Ten thousand cars. That’s all the ringless AUDI brand has managed to sell since its E5 Sportback launched in China last September. Now the joint venture between Audi and state-owned SAIC is doubling down, confirming a third model — a high-end electric sedan — for 2027.
Fermín Soneira, CEO of the Audi-SAIC Cooperation Project, told Reuters the sedan will be a “sporty model for the high-end market.” Engineers need just two years to develop it, he said, because the car only has to meet Chinese regulations. No global homologation. No European crash standards. No EPA certification. Just China.
That’s the whole point of this experiment. Audi created a separate brand, stripped it of the Four Rings, spelled the name out in block capitals, and handed the keys to SAIC’s development pipeline. The goal: match “China speed,” the breakneck pace at which domestic automakers conceive, engineer, and ship vehicles while legacy players are still debating interior trim options.

The sedan will join the E5 Sportback — a lifted wagon-SUV hybrid — and the E7X, a proper SUV arriving in the second quarter of this year. All three are pure electric. All three target younger, affluent Chinese buyers who apparently want something that looks nothing like a traditional Audi. The interiors and exteriors share zero DNA with anything in Ingolstadt’s global portfolio.
A sedan makes strategic sense for this market. Chinese buyers still love the three-box shape with a proper trunk lid.
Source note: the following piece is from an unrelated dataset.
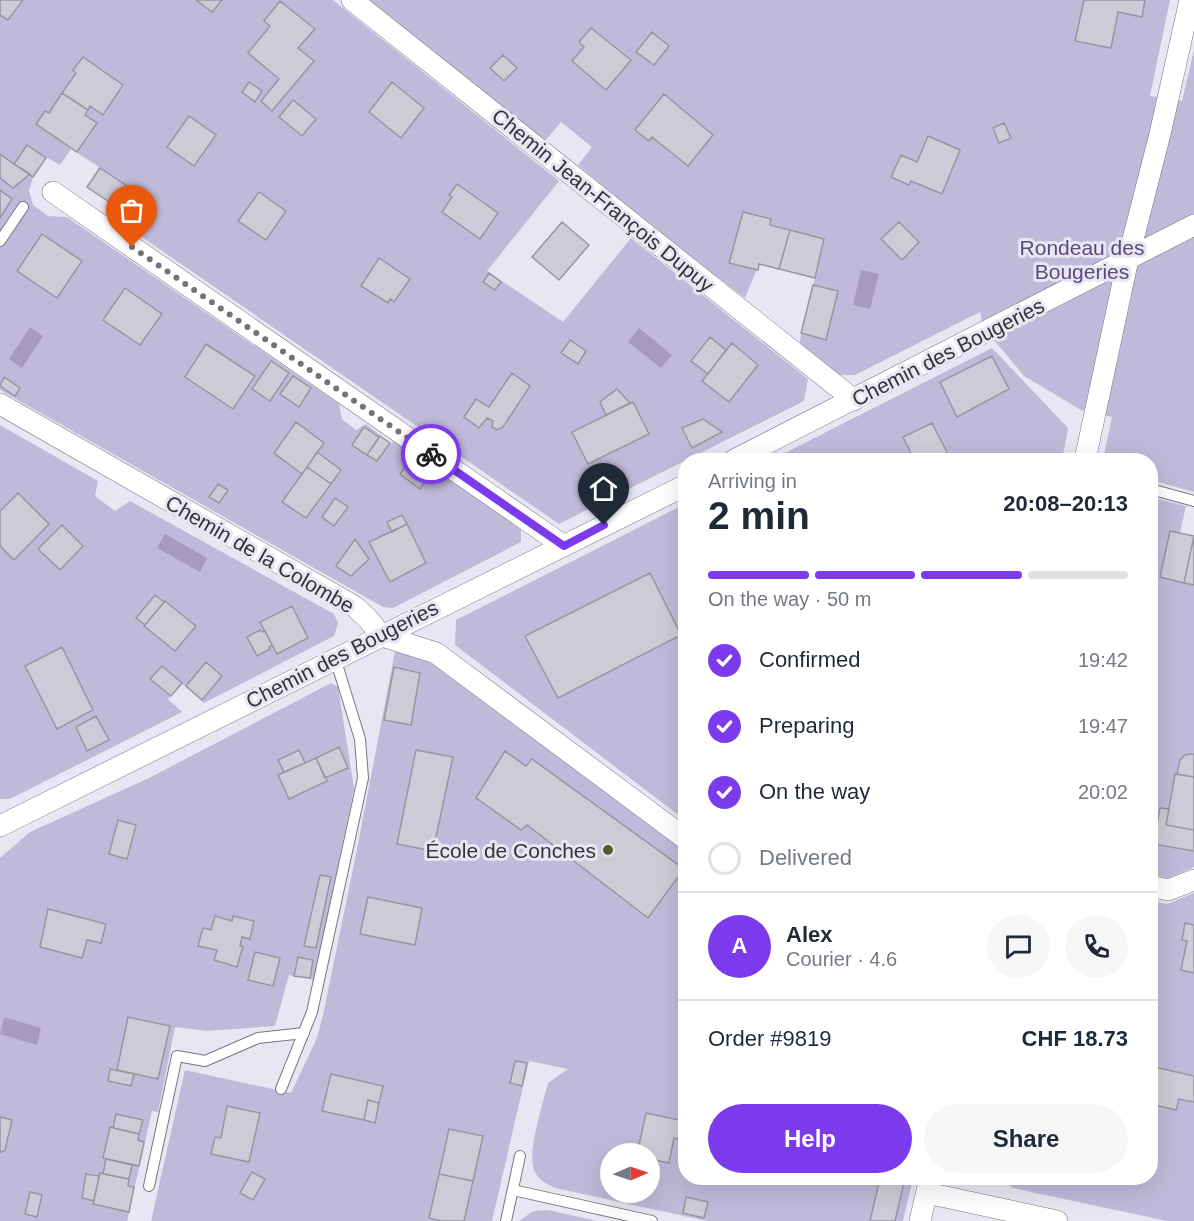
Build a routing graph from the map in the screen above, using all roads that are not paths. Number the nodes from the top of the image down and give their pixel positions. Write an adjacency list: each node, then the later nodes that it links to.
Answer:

Audi already knows this — the A5 sold in China is a conventional sedan, while every other market gets a liftback.
The new AUDI sedan will push upmarket, though exactly how far remains unclear. There’s an obvious collision course with the A6L E-Tron, Audi’s other China-only electric sedan developed through a completely separate joint venture with First Automotive Works.
Two joint ventures. Two state-owned partners. Two electric sedans aimed at the same wealthy Chinese consumers. Audi is competing with itself, which tells you everything about how desperate the German luxury establishment has become in a market that’s slipping away from it.
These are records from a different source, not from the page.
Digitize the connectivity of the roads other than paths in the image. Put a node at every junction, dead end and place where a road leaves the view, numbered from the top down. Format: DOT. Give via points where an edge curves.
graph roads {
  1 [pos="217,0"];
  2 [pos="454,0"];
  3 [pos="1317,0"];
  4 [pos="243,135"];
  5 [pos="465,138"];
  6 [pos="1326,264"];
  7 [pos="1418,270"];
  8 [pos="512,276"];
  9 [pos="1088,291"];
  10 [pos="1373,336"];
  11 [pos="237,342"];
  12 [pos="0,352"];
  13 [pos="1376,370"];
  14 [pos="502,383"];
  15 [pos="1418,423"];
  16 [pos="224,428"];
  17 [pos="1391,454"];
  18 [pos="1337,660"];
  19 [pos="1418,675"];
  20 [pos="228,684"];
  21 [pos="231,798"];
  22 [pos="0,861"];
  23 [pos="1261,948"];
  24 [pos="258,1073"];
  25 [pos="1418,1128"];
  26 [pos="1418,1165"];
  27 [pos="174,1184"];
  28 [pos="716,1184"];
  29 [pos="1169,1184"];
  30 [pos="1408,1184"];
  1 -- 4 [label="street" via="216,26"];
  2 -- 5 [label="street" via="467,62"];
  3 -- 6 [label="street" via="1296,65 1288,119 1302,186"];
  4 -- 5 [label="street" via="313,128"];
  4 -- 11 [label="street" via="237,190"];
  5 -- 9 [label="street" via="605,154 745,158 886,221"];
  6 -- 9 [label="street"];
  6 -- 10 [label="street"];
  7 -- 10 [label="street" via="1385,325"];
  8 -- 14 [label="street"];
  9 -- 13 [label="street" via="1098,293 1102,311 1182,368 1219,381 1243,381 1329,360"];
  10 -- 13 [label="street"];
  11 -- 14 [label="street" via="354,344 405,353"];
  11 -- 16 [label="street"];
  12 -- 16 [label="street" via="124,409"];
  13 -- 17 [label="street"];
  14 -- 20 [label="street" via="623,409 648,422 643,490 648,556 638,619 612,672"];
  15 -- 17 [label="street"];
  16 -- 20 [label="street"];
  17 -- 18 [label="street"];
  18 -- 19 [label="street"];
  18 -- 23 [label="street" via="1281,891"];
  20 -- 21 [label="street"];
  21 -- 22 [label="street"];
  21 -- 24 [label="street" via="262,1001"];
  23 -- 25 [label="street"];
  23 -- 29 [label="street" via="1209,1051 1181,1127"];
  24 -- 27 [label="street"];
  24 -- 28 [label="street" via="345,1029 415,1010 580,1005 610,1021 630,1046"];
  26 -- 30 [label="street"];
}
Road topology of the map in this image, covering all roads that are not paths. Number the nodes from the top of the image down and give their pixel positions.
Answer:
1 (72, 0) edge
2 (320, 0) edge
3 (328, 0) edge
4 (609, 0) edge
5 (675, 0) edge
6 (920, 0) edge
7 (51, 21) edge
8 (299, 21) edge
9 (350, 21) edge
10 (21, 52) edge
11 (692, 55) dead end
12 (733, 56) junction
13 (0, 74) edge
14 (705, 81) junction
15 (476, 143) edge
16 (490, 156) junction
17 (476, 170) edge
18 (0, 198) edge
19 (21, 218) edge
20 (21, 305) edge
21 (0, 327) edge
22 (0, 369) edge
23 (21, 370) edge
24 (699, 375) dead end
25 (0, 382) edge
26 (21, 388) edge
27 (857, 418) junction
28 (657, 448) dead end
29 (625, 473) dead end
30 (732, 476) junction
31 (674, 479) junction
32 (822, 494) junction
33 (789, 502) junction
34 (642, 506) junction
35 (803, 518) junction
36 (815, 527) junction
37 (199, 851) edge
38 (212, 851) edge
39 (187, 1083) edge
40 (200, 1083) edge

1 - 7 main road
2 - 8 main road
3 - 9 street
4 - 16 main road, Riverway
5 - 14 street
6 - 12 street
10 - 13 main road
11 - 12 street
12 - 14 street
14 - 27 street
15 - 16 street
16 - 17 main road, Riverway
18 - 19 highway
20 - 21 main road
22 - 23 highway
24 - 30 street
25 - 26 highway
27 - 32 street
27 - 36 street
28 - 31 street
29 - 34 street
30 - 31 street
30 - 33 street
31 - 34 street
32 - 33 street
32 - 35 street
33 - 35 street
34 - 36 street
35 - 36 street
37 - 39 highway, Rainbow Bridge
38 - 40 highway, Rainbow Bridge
The competitive pressure is real and relentless. BYD, NIO, Xpeng, and a dozen other Chinese brands are eating into the luxury segment with sophisticated EVs at aggressive prices. Audi’s traditional formula — badge prestige, German engineering mystique, and dealer networks built over 37 years since its 1988 entry through FAW — isn’t enough anymore.
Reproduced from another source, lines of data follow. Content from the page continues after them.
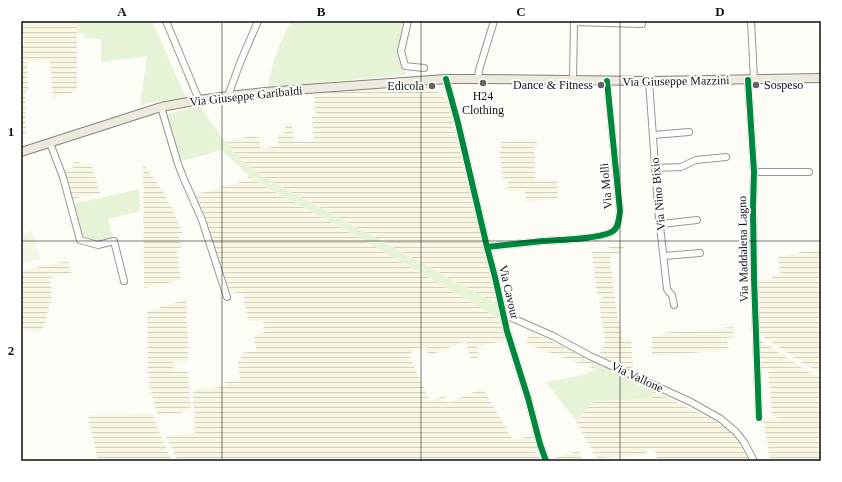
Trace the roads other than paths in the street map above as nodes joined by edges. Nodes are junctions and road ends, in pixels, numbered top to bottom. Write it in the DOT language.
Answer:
graph roads {
  1 [pos="166,21"];
  2 [pos="258,21"];
  3 [pos="408,21"];
  4 [pos="494,21"];
  5 [pos="751,21"];
  6 [pos="574,22"];
  7 [pos="642,24"];
  8 [pos="424,68"];
  9 [pos="821,78"];
  10 [pos="446,79"];
  11 [pos="478,79"];
  12 [pos="573,80"];
  13 [pos="751,80"];
  14 [pos="607,81"];
  15 [pos="649,82"];
  16 [pos="228,96"];
  17 [pos="199,100"];
  18 [pos="161,107"];
  19 [pos="689,132"];
  20 [pos="653,135"];
  21 [pos="50,143"];
  22 [pos="21,152"];
  23 [pos="726,157"];
  24 [pos="656,168"];
  25 [pos="754,172"];
  26 [pos="809,172"];
  27 [pos="697,220"];
  28 [pos="661,224"];
  29 [pos="487,247"];
  30 [pos="700,253"];
  31 [pos="664,256"];
  32 [pos="124,281"];
  33 [pos="226,297"];
  34 [pos="674,305"];
  35 [pos="503,314"];
  36 [pos="759,418"];
  37 [pos="546,461"];
  38 [pos="754,461"];
  1 -- 17 [label="street"];
  2 -- 16 [label="street"];
  3 -- 8 [label="street"];
  4 -- 11 [label="street"];
  5 -- 13 [label="street, Via Maddalena Lagno"];
  6 -- 7 [label="street"];
  6 -- 12 [label="street"];
  9 -- 13 [label="main road, Via Giuseppe Mazzini"];
  10 -- 11 [label="main road, Via Giuseppe Garibaldi"];
  10 -- 16 [label="main road, Via Giuseppe Garibaldi"];
  10 -- 29 [label="street, Via Cavour"];
  11 -- 12 [label="main road, Via Giuseppe Mazzini"];
  12 -- 14 [label="main road, Via Giuseppe Mazzini"];
  13 -- 15 [label="main road, Via Giuseppe Mazzini"];
  13 -- 25 [label="street, Via Maddalena Lagno"];
  14 -- 15 [label="main road, Via Giuseppe Mazzini"];
  14 -- 29 [label="street, Via Molli"];
  15 -- 20 [label="street, Via Nino Bixio"];
  16 -- 17 [label="main road, Via Giuseppe Garibaldi"];
  17 -- 18 [label="main road, Via Giuseppe Garibaldi"];
  18 -- 21 [label="main road, Via Giuseppe Garibaldi"];
  18 -- 33 [label="street"];
  19 -- 20 [label="street"];
  20 -- 24 [label="street, Via Nino Bixio"];
  21 -- 22 [label="main road, Via Giuseppe Garibaldi"];
  21 -- 32 [label="street"];
  23 -- 24 [label="street"];
  24 -- 28 [label="street, Via Nino Bixio"];
  25 -- 26 [label="street"];
  25 -- 36 [label="street, Via Maddalena Lagno"];
  27 -- 28 [label="street"];
  28 -- 31 [label="street, Via Nino Bixio"];
  29 -- 35 [label="street, Via Cavour"];
  30 -- 31 [label="street"];
  31 -- 34 [label="street, Via Nino Bixio"];
  35 -- 37 [label="street, Via Cavour"];
  35 -- 38 [label="street, Via Vallone"];
}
So Audi did something almost unthinkable. It created a sub-brand that deliberately abandons its most recognizable asset, the interlocking rings, in favor of a wordmark. It outsourced development speed to a Chinese partner. And it walled the whole thing off from its global operations, free from the bureaucratic drag of meeting regulations in 50 countries simultaneously.
Whether 10,000 units in roughly seven months constitutes a success is debatable. In a market where competitors measure monthly sales in the tens of thousands, it’s a modest start. The E7X should help broaden the lineup’s appeal, and a sporty flagship sedan could give the brand some aspirational pull it currently lacks.
But the larger tension is impossible to ignore. Audi is admitting, through its actions, that its own global development process is too slow to compete in the world’s largest car market. The solution was to build a parallel brand that operates by Chinese rules, at Chinese speed, on Chinese terms.
The Four Rings didn’t make the cut. The name, barely, did.
The A8 dies this year with no immediate successor. AUDI’s sedan won’t replace it. But a German luxury icon launching a ringless Chinese electric brand to stay relevant tells you where the center of gravity in this industry has shifted — and how far established players will bend to keep up.